For the grace of God has appeared, bringing salvation for all people, training us to renounce ungodliness and worldly passions, and to live self-controlled, upright, and godly lives in the present age, waiting for our blessed hope, the appearing of the glory of our great God and Savior Jesus Christ, who gave himself for us to redeem us from all lawlessness and to purify for himself a people for his own possession who are zealous for good works. (Tit 2:11-14)So, Reformation must begin in the heart. And until we are willing to strive for Reformation in our own hearts, our efforts at Reformation in the Church at large will be meaningless. We would do well to remember the words of Christ in this respect;
Why do you see the speck that is in your brother's eye, but do not notice the log that is in your own eye? Or how can you say to your brother, 'Let me take the speck out of your eye,' when there is the log in your own eye? You hypocrite, first take the log out of your own eye, and then you will see clearly to take the speck out of your brother's eye. (Mat 7:3-5)
When the work of Reformation begins in our own hearts, then we may be able to see clearly the need for Reformation in the Church.
Search Me, O God
by J. Edwin Orr
Search me, O God, And know my heart today;
Try me, O Savior, Know my thoughts, I pray.
See if there be some wicked way in me;
Cleanse me from every sin and set me free.
I praise Thee, Lord, For cleansing me from sin;
Fulfill Thy Word, And make me pure within.
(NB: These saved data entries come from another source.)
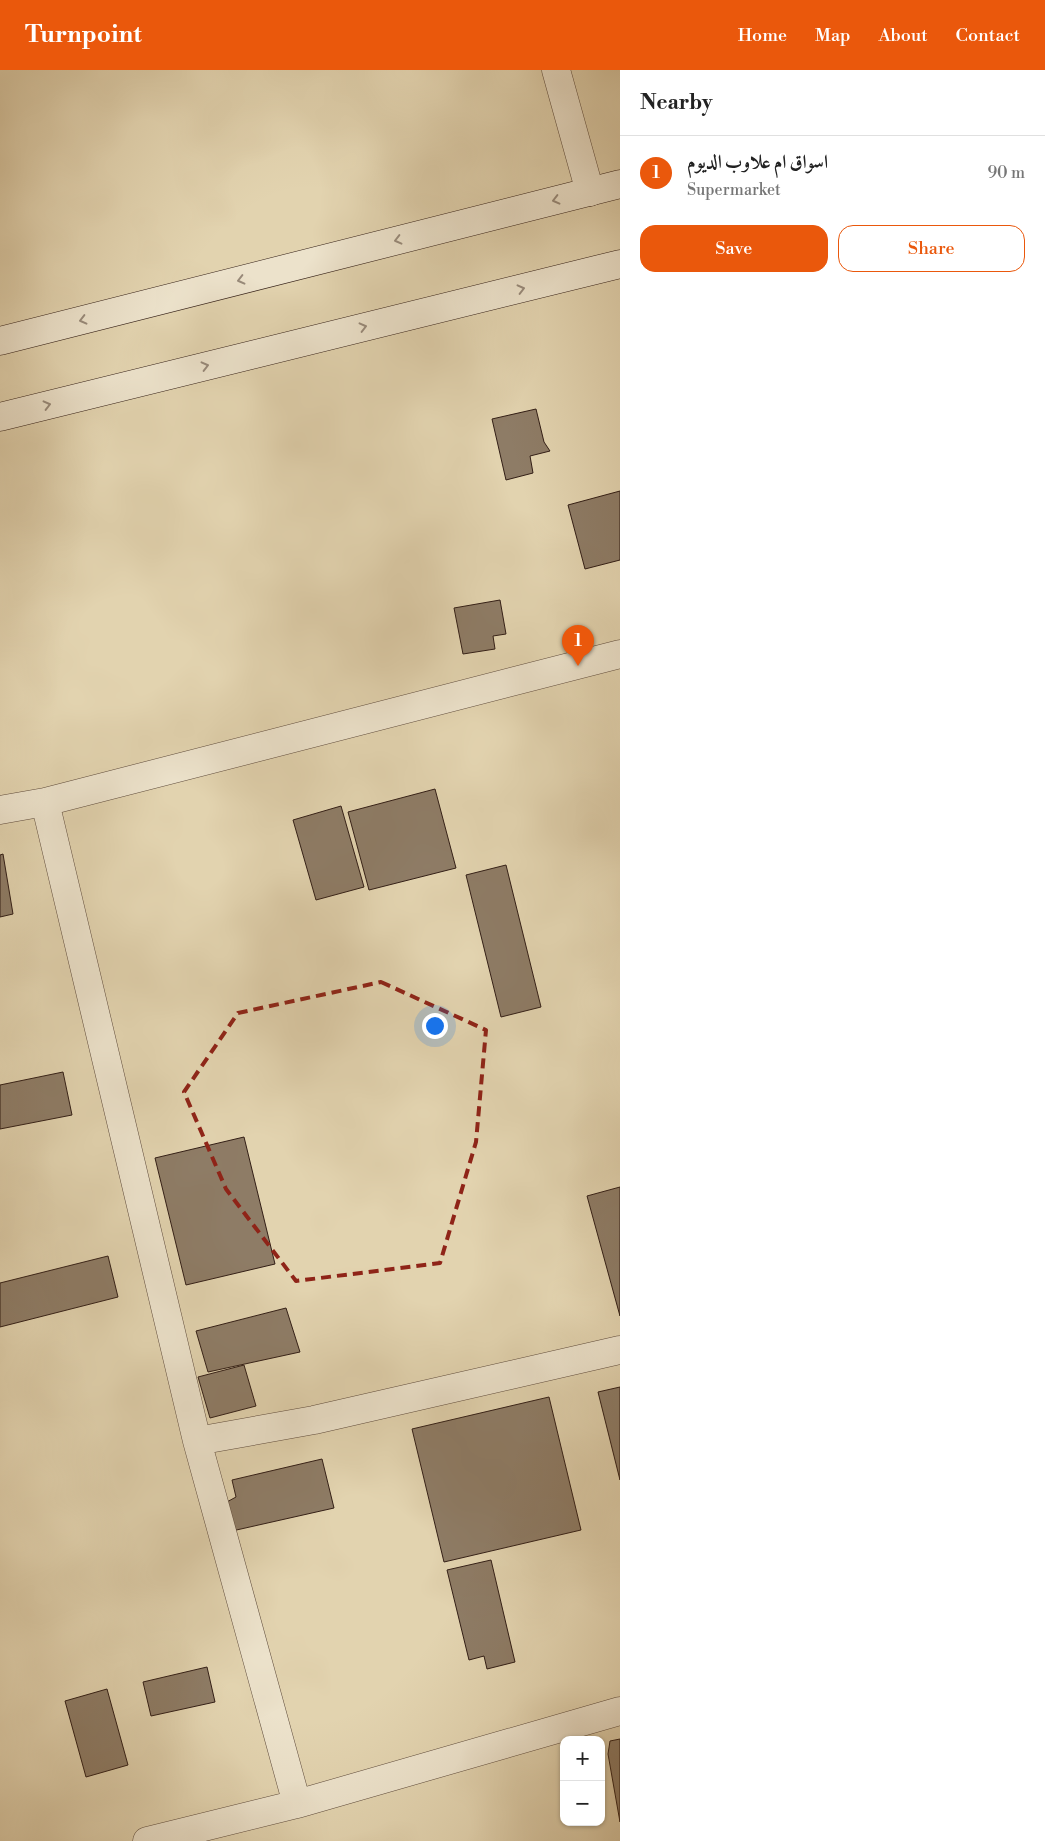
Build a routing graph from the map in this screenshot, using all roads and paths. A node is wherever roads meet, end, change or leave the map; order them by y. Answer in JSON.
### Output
{"nodes":[{"id":1,"x":556,"y":70,"type":"edge"},
{"id":2,"x":620,"y":184,"type":"edge"},
{"id":3,"x":590,"y":192,"type":"junction"},
{"id":4,"x":620,"y":264,"type":"edge"},
{"id":5,"x":0,"y":341,"type":"edge"},
{"id":6,"x":0,"y":417,"type":"edge"},
{"id":7,"x":620,"y":654,"type":"edge"},
{"id":8,"x":45,"y":802,"type":"junction"},
{"id":9,"x":0,"y":810,"type":"edge"},
{"id":10,"x":620,"y":1350,"type":"edge"},
{"id":11,"x":196,"y":1441,"type":"junction"},
{"id":12,"x":620,"y":1711,"type":"edge"},
{"id":13,"x":297,"y":1804,"type":"junction"},
{"id":14,"x":147,"y":1841,"type":"edge"}],
"edges":[{"from":1,"to":3,"type":"street"},
{"from":2,"to":3,"type":"street"},
{"from":3,"to":5,"type":"street","one_way":true},
{"from":6,"to":4,"type":"street","one_way":true},
{"from":7,"to":8,"type":"street"},
{"from":8,"to":9,"type":"street"},
{"from":8,"to":11,"type":"street"},
{"from":10,"to":11,"type":"street"},
{"from":11,"to":13,"type":"street"},
{"from":12,"to":13,"type":"street"},
{"from":13,"to":14,"type":"street"}]}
Fill me with fire where once I burned with shame;
Grant my desire to magnify Thy Name.
Lord, take my life, And make it wholly Thine;
Fill my poor heart with Thy great love divine.
Take all my will, My passion, self and pride;
I now surrender, Lord in me abide.
O Holy Ghost, Revival comes from Thee;
Send a revival, Start the work in me.
Thy Word declares Thou wilt supply our need;
For blessings now, O Lord, I humbly plead.